*** Opening Exercise input ***

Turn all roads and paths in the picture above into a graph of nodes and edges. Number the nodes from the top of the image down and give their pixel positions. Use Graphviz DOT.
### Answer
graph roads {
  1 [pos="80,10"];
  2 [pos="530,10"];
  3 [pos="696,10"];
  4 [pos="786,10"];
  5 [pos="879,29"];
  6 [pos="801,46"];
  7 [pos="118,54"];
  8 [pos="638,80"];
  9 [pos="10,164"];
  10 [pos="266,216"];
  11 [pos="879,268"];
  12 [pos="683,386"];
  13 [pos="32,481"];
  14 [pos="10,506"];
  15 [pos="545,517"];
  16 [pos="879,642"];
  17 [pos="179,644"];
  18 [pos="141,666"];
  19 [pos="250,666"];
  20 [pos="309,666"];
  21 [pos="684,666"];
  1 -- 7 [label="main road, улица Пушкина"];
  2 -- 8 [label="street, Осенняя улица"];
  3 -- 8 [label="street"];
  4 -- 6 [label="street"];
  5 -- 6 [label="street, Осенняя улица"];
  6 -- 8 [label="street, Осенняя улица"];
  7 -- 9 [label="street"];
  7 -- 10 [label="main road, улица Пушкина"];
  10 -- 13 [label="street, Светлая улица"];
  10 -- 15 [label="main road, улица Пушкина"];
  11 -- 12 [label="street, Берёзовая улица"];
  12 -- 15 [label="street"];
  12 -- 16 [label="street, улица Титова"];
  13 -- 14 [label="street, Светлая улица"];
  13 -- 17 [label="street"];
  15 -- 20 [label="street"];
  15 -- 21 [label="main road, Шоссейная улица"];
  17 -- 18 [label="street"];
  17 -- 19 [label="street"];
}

*** Closing Exercise input ***

=== Work order ===
Copy the entries above exactly. Miss none of them.

=== Written response ===
Turn all roads and paths in the picture above into a graph of nodes and edges. Number the nodes from the top of the image down and give their pixel positions. Use Graphviz DOT.
### Answer
graph roads {
  1 [pos="80,10"];
  2 [pos="530,10"];
  3 [pos="696,10"];
  4 [pos="786,10"];
  5 [pos="879,29"];
  6 [pos="801,46"];
  7 [pos="118,54"];
  8 [pos="638,80"];
  9 [pos="10,164"];
  10 [pos="266,216"];
  11 [pos="879,268"];
  12 [pos="683,386"];
  13 [pos="32,481"];
  14 [pos="10,506"];
  15 [pos="545,517"];
  16 [pos="879,642"];
  17 [pos="179,644"];
  18 [pos="141,666"];
  19 [pos="250,666"];
  20 [pos="309,666"];
  21 [pos="684,666"];
  1 -- 7 [label="main road, улица Пушкина"];
  2 -- 8 [label="street, Осенняя улица"];
  3 -- 8 [label="street"];
  4 -- 6 [label="street"];
  5 -- 6 [label="street, Осенняя улица"];
  6 -- 8 [label="street, Осенняя улица"];
  7 -- 9 [label="street"];
  7 -- 10 [label="main road, улица Пушкина"];
  10 -- 13 [label="street, Светлая улица"];
  10 -- 15 [label="main road, улица Пушкина"];
  11 -- 12 [label="street, Берёзовая улица"];
  12 -- 15 [label="street"];
  12 -- 16 [label="street, улица Титова"];
  13 -- 14 [label="street, Светлая улица"];
  13 -- 17 [label="street"];
  15 -- 20 [label="street"];
  15 -- 21 [label="main road, Шоссейная улица"];
  17 -- 18 [label="street"];
  17 -- 19 [label="street"];
}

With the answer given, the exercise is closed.